**To do**
Retrieve all lines below that have the string "number".

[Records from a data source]
'''
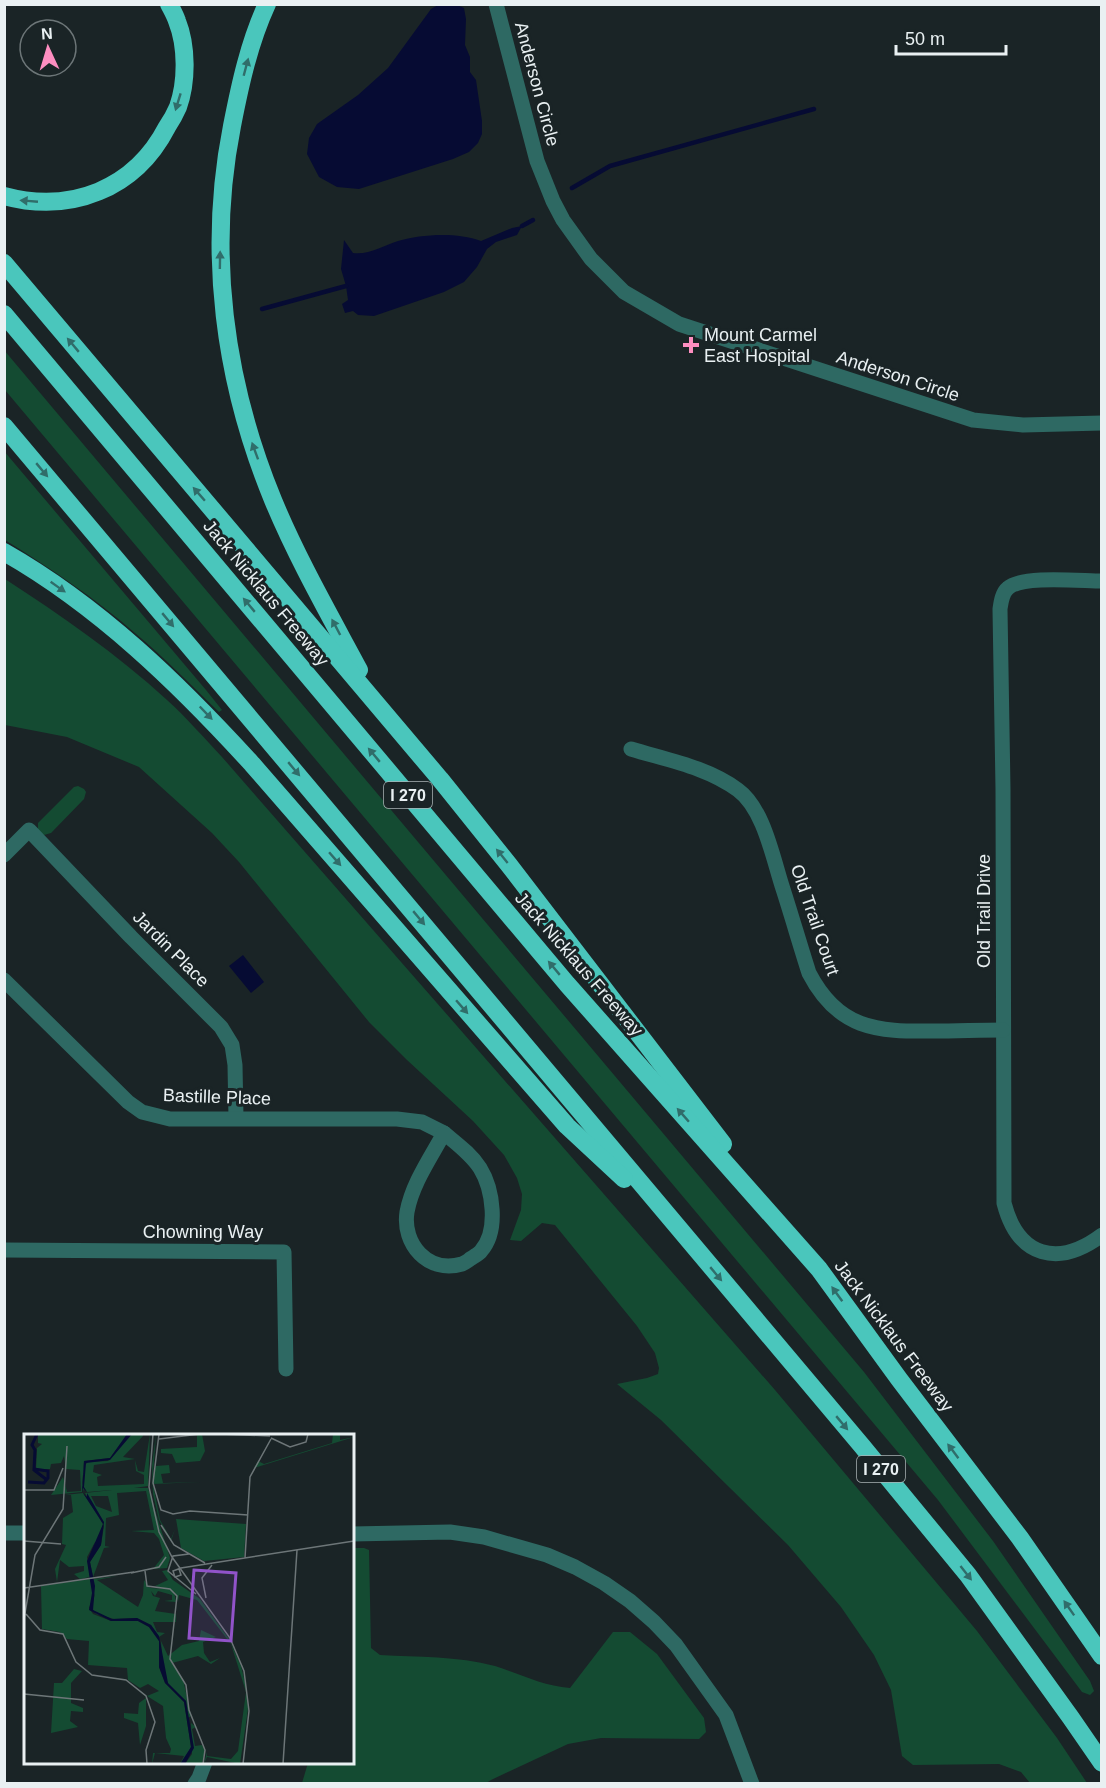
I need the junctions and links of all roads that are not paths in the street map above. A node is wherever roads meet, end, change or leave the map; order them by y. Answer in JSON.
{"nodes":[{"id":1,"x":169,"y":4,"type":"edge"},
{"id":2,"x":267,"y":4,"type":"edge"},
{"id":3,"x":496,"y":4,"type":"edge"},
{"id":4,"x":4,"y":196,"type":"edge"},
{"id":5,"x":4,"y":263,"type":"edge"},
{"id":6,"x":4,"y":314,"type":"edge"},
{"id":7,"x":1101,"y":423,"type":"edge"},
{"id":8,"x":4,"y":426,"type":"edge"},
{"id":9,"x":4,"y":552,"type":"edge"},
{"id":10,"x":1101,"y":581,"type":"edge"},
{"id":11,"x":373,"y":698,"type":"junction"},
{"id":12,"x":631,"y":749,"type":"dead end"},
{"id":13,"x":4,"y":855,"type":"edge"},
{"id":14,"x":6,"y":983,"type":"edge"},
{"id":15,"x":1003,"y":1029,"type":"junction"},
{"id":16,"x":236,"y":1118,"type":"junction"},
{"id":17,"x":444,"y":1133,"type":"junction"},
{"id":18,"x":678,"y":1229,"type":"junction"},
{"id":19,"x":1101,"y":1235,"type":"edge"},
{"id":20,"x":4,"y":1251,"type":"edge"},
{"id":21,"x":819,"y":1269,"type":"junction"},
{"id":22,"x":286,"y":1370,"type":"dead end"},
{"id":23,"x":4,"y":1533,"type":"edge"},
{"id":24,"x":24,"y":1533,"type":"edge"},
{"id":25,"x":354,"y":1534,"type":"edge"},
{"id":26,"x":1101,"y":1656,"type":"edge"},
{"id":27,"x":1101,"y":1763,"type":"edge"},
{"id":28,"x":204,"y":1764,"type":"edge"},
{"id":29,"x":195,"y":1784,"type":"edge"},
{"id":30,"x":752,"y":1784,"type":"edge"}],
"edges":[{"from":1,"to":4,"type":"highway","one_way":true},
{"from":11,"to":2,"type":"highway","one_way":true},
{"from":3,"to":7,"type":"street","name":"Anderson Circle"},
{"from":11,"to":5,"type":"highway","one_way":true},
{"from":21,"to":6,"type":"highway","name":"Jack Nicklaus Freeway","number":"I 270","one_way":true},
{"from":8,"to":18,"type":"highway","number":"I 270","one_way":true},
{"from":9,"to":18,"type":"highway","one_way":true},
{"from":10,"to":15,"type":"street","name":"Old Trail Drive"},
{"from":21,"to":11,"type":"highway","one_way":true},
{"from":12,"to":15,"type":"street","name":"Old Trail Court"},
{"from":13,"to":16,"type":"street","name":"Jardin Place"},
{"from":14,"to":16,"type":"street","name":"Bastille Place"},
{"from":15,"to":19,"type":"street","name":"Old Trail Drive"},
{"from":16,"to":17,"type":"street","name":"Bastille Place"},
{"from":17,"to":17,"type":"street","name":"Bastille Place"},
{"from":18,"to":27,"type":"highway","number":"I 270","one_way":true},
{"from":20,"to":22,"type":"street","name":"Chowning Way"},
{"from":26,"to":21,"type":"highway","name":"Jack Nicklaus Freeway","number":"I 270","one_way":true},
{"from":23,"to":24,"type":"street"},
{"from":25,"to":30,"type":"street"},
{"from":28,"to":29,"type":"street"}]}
'''
**Answer space**
{"from":21,"to":6,"type":"highway","name":"Jack Nicklaus Freeway","number":"I 270","one_way":true},
{"from":8,"to":18,"type":"highway","number":"I 270","one_way":true},
{"from":18,"to":27,"type":"highway","number":"I 270","one_way":true},
{"from":26,"to":21,"type":"highway","name":"Jack Nicklaus Freeway","number":"I 270","one_way":true},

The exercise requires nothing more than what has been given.